Instructions to follow -
Select every line containing the word "view" from the material, and copy those lines.

Listed entries -
------------------------------------

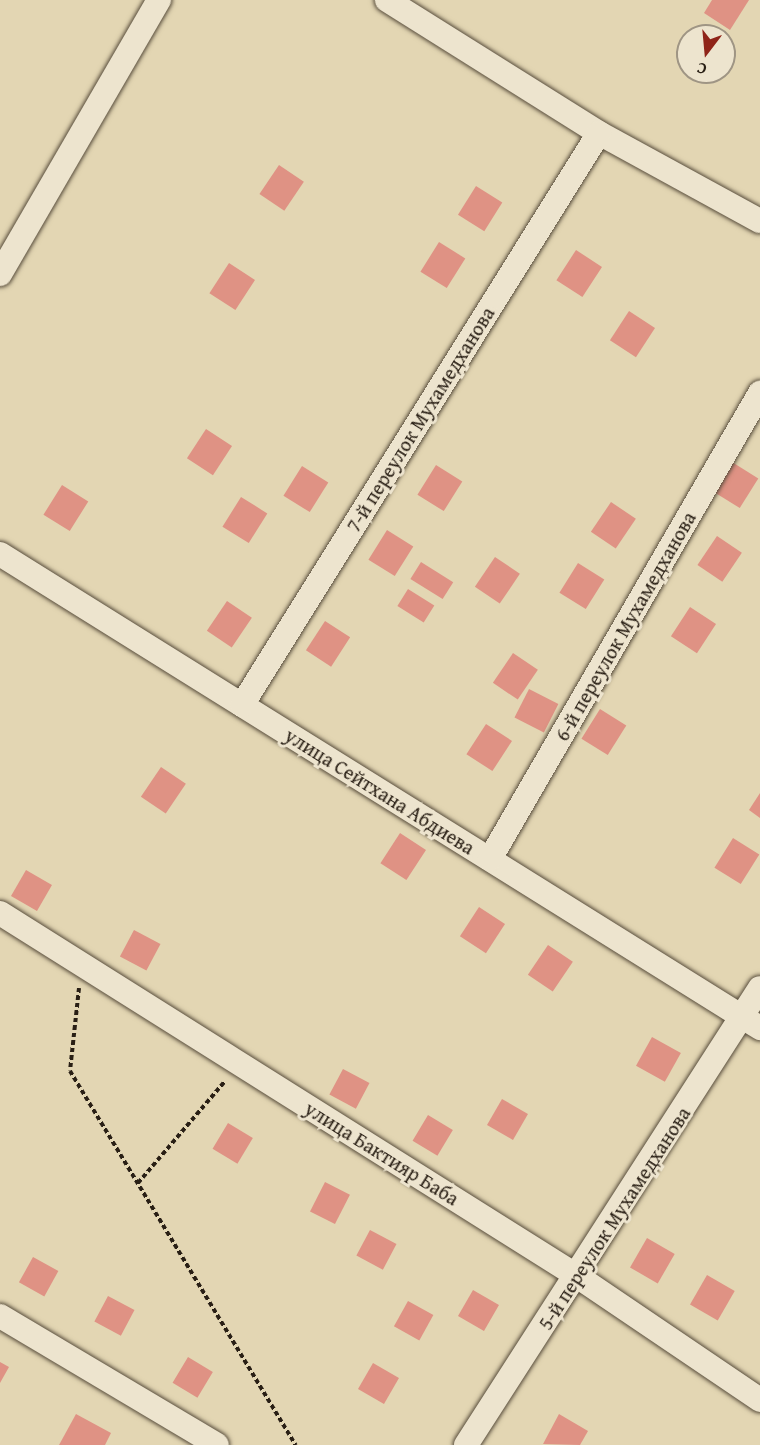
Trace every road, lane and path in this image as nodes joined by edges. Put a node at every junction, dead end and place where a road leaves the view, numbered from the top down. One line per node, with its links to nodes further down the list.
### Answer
1 (159, 0): 5 (street)
2 (387, 0): 3 (street)
3 (599, 133): 4 (street); 8 (street, 7-й переулок Мухамедханова)
4 (760, 221)
5 (0, 274)
6 (760, 393): 9 (street, 6-й переулок Мухамедханова)
7 (0, 554): 8 (street, улица Сейтхана Абдиева)
8 (242, 705): 9 (street, улица Сейтхана Абдиева)
9 (490, 860): 13 (street, улица Сейтхана Абдиева)
10 (0, 913): 11 (street, улица Бактияр Баба)
11 (81, 963): 14 (street, улица Бактияр Баба); 15 (path)
12 (760, 988): 13 (street, 5-й переулок Мухамедханова)
13 (751, 1023): 16 (street, 5-й переулок Мухамедханова)
14 (240, 1063): 15 (path); 16 (street, улица Бактияр Баба)
15 (138, 1183): 20 (path)
16 (577, 1276): 18 (street, улица Бактияр Баба); 21 (street, 5-й переулок Мухамедханова)
17 (0, 1316): 19 (street)
18 (760, 1400)
19 (218, 1445)
20 (296, 1445)
21 (466, 1445)

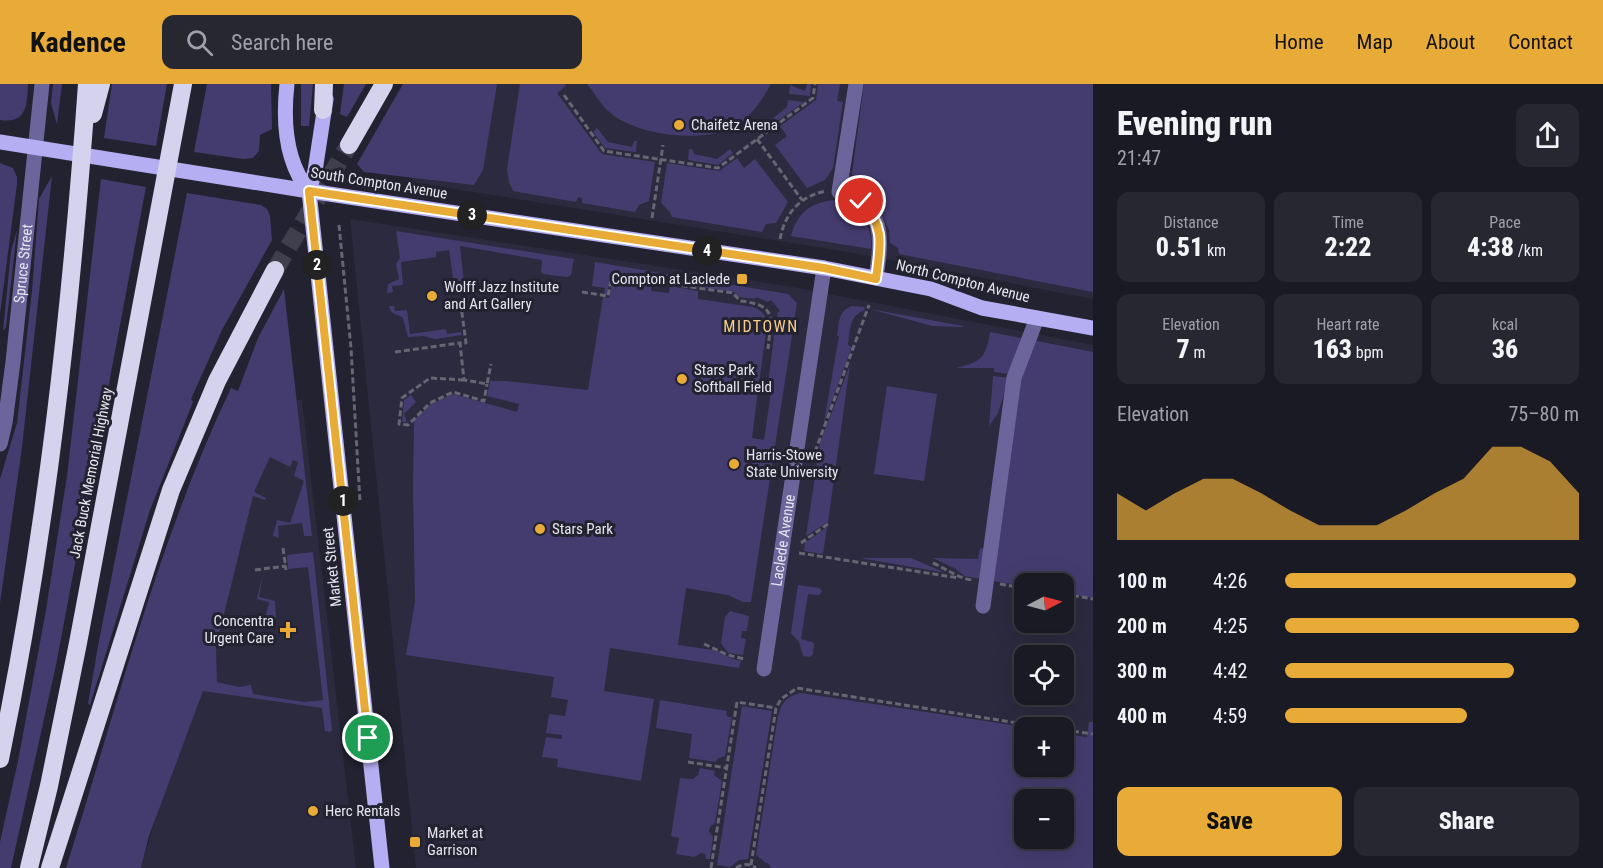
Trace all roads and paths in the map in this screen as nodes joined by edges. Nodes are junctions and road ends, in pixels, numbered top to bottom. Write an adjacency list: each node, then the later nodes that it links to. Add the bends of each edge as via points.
1 (42, 84): 18 (street, Spruce Street)
2 (87, 84): 15 (highway)
3 (101, 84): 15 (highway)
4 (183, 84): 63 (highway, Jack Buck Memorial Highway, via 78,643)
5 (285, 84): 20 (main road, Market Street, via 290,157)
6 (324, 84): 12 (highway)
7 (330, 84): 12 (main road, Market Street)
8 (384, 84): 16 (highway)
9 (815, 84): 13 (path, via 813,98)
10 (856, 84): 21 (street)
11 (564, 95): 19 (path, via 604,151)
12 (323, 110): 20 (main road, Market Street)
13 (757, 139): 19 (path, via 718,168); 22 (path)
14 (0, 141): 18 (main road, South Compton Avenue)
15 (83, 141): 59 (highway, via 48,478)
16 (349, 145)
17 (663, 145): 19 (path)
18 (35, 147): 20 (main road, South Compton Avenue); 40 (street, Spruce Street, via 12,371)
19 (661, 159): 23 (path)
20 (309, 191): 26 (main road, South Compton Avenue); 65 (main road, Market Street)
21 (839, 192): 22 (path, via 817,193); 28 (street, via 861,201 876,220 880,240)
22 (802, 201): 25 (path, via 789,214)
23 (652, 218)
24 (339, 225): 42 (path)
25 (780, 238)
26 (824, 268): 28 (main road, North Compton Avenue); 54 (street, Laclede Avenue)
27 (275, 270): 64 (highway, via 217,381 171,490)
28 (876, 279): 32 (main road, North Compton Avenue, via 931,289 982,308)
29 (469, 291): 34 (path, via 474,305 462,306 466,343)
30 (582, 292): 35 (path, via 608,296 612,276 734,293 740,301 760,304 768,311)
31 (869, 305): 41 (path)
32 (1037, 318): 33 (main road, North Compton Avenue); 51 (street, via 1014,378)
33 (1093, 328)
34 (460, 344): 36 (path); 38 (path)
35 (768, 349)
36 (395, 352)
37 (491, 364): 39 (path)
38 (465, 380): 39 (path); 39 (path, via 430,378 402,398 399,424 408,425 430,403 453,392 484,401)
39 (487, 384)
40 (0, 444)
41 (815, 452)
42 (360, 504)
43 (828, 524): 44 (path)
44 (801, 543)
45 (283, 548): 47 (path, via 286,568)
46 (799, 553): 48 (path)
47 (255, 570)
48 (959, 578)
49 (1074, 596): 50 (path)
50 (1093, 599)
51 (982, 606)
52 (704, 644): 53 (path)
53 (744, 659)
54 (764, 669)
55 (776, 708): 56 (path, via 781,699 797,688); 61 (path, via 737,702); 62 (path)
56 (1014, 722)
57 (1074, 731): 58 (path)
58 (1093, 734)
59 (0, 759)
60 (688, 762): 61 (path)
61 (727, 768): 66 (path)
62 (751, 865): 67 (path); 68 (path)
63 (29, 868)
64 (50, 868)
65 (382, 868)
66 (711, 868)
67 (736, 868)
68 (756, 868)

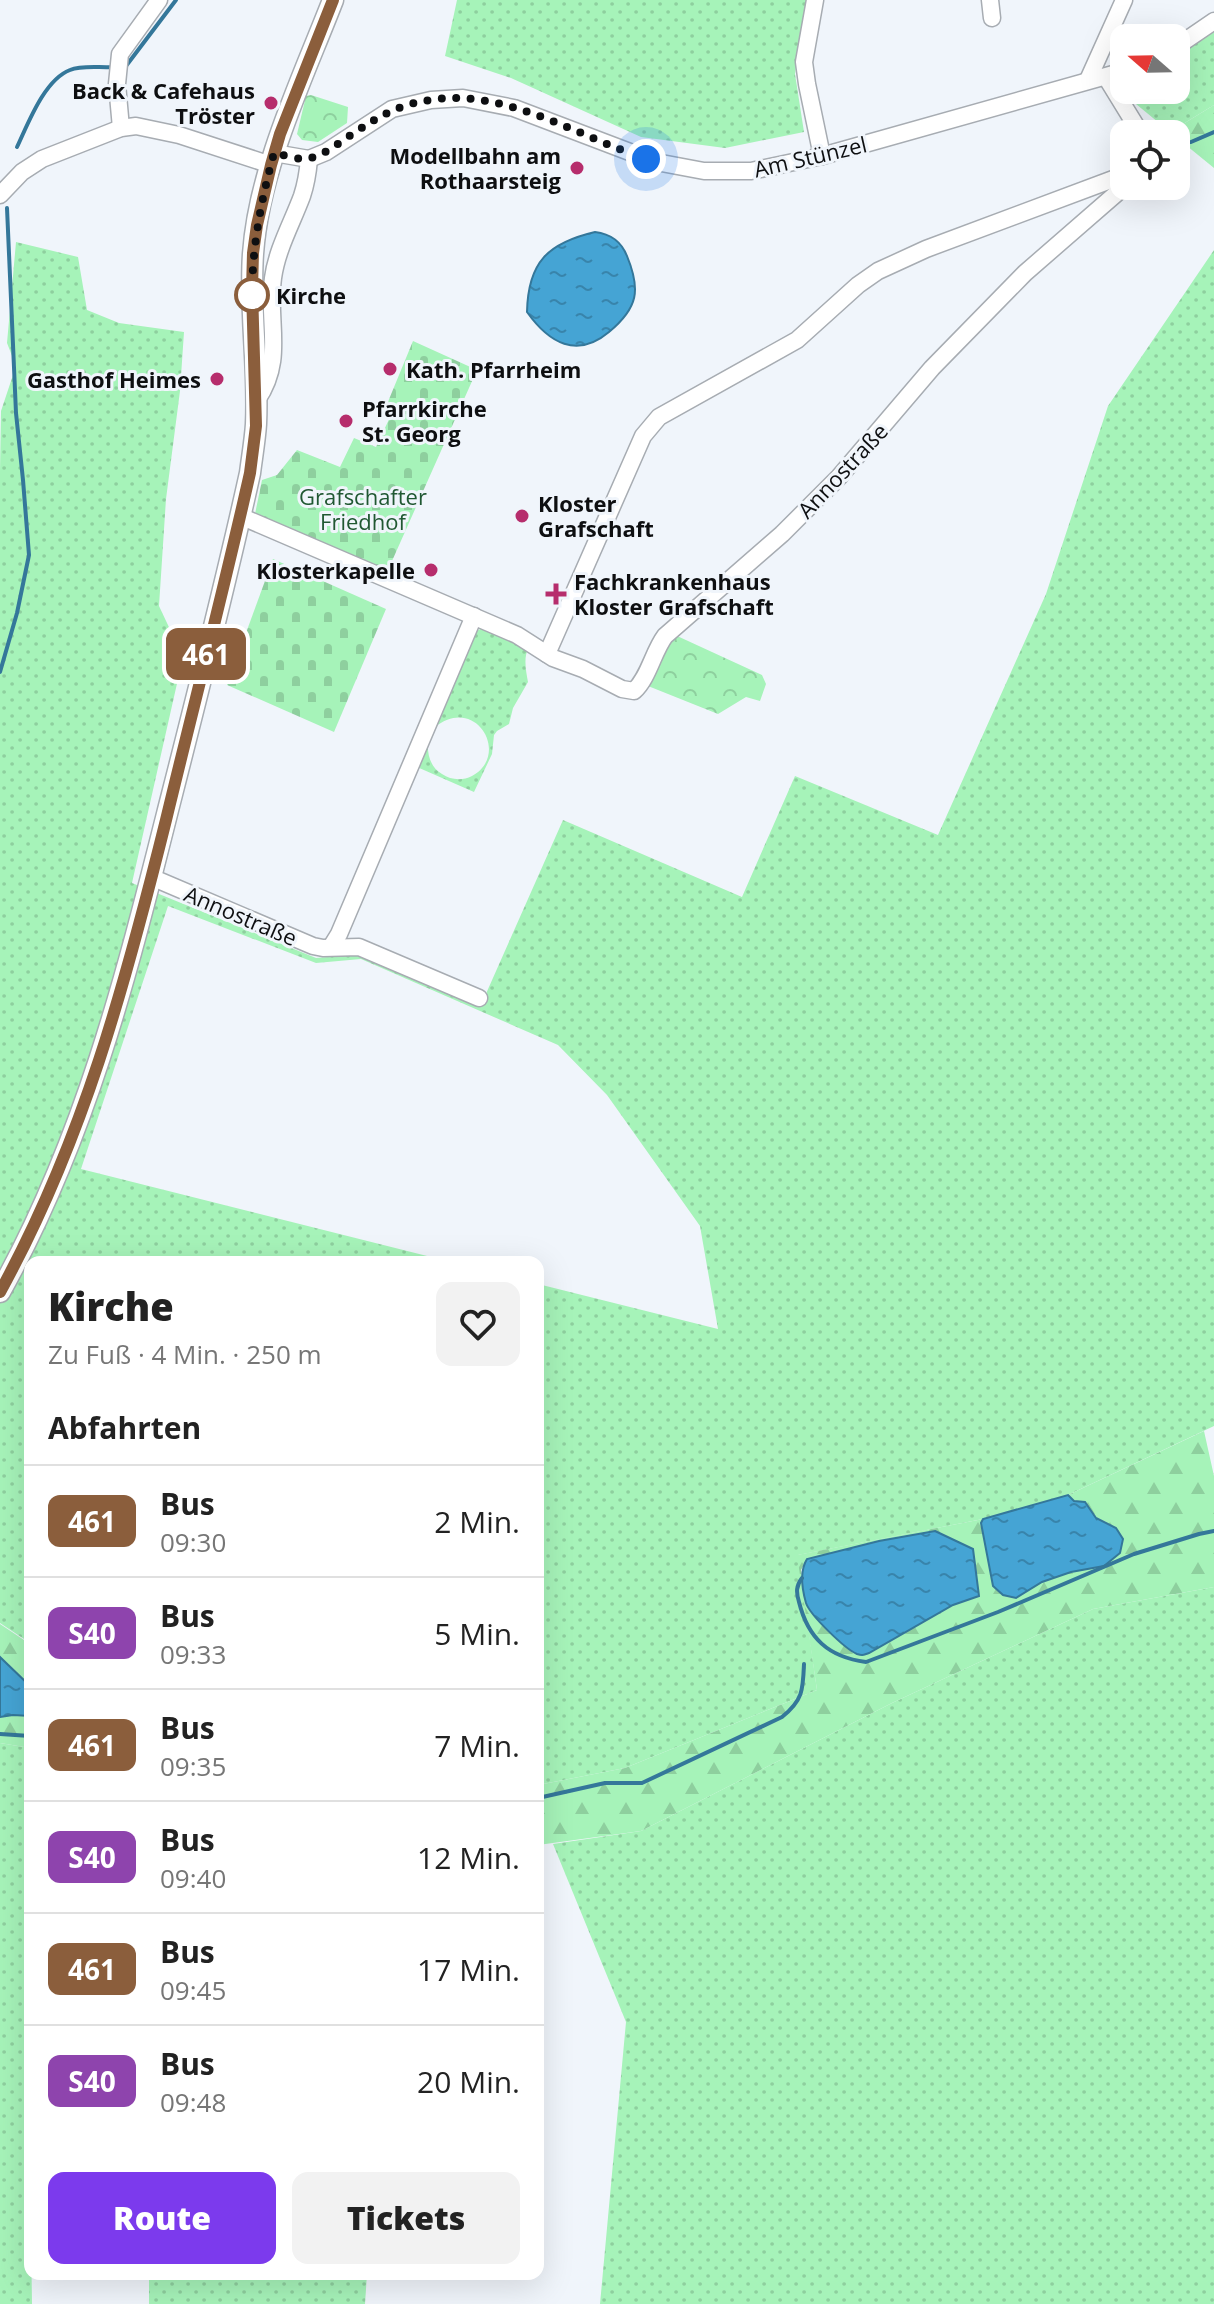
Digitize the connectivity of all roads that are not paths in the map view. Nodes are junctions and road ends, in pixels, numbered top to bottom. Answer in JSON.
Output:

------------------------------------

Solution below -
Trace every road, lane and path in this image as nodes joined by edges. Put a node at every junction, dead end and place where a road leaves the view, numbered from the top down. One line per node, with its links to nodes further down the list.
Digitize the connectivity of all roads that are not paths in the map view. Nodes are junctions and road ends, in pixels, numbered top to bottom. Answer in JSON.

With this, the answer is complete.